> _What needs to be done_: Below are some records; retype all of them exactly.

> _Given data_:
▬▬▬

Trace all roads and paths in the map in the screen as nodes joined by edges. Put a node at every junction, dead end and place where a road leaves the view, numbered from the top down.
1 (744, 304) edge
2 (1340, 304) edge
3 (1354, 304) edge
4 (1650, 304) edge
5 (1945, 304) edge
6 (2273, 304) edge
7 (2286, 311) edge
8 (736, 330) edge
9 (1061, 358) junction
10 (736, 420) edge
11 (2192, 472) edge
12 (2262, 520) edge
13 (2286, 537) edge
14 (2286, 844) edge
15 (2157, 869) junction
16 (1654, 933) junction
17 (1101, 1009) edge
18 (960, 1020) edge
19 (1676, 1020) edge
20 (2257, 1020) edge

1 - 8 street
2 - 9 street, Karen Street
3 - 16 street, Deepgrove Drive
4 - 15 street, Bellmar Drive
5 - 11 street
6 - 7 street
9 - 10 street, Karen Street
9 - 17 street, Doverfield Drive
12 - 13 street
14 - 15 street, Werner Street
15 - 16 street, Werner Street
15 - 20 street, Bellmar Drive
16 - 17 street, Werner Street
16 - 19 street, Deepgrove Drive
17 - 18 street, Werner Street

▬▬▬

> _Task response_:
Trace all roads and paths in the map in the screen as nodes joined by edges. Put a node at every junction, dead end and place where a road leaves the view, numbered from the top down.
1 (744, 304) edge
2 (1340, 304) edge
3 (1354, 304) edge
4 (1650, 304) edge
5 (1945, 304) edge
6 (2273, 304) edge
7 (2286, 311) edge
8 (736, 330) edge
9 (1061, 358) junction
10 (736, 420) edge
11 (2192, 472) edge
12 (2262, 520) edge
13 (2286, 537) edge
14 (2286, 844) edge
15 (2157, 869) junction
16 (1654, 933) junction
17 (1101, 1009) edge
18 (960, 1020) edge
19 (1676, 1020) edge
20 (2257, 1020) edge

1 - 8 street
2 - 9 street, Karen Street
3 - 16 street, Deepgrove Drive
4 - 15 street, Bellmar Drive
5 - 11 street
6 - 7 street
9 - 10 street, Karen Street
9 - 17 street, Doverfield Drive
12 - 13 street
14 - 15 street, Werner Street
15 - 16 street, Werner Street
15 - 20 street, Bellmar Drive
16 - 17 street, Werner Street
16 - 19 street, Deepgrove Drive
17 - 18 street, Werner Street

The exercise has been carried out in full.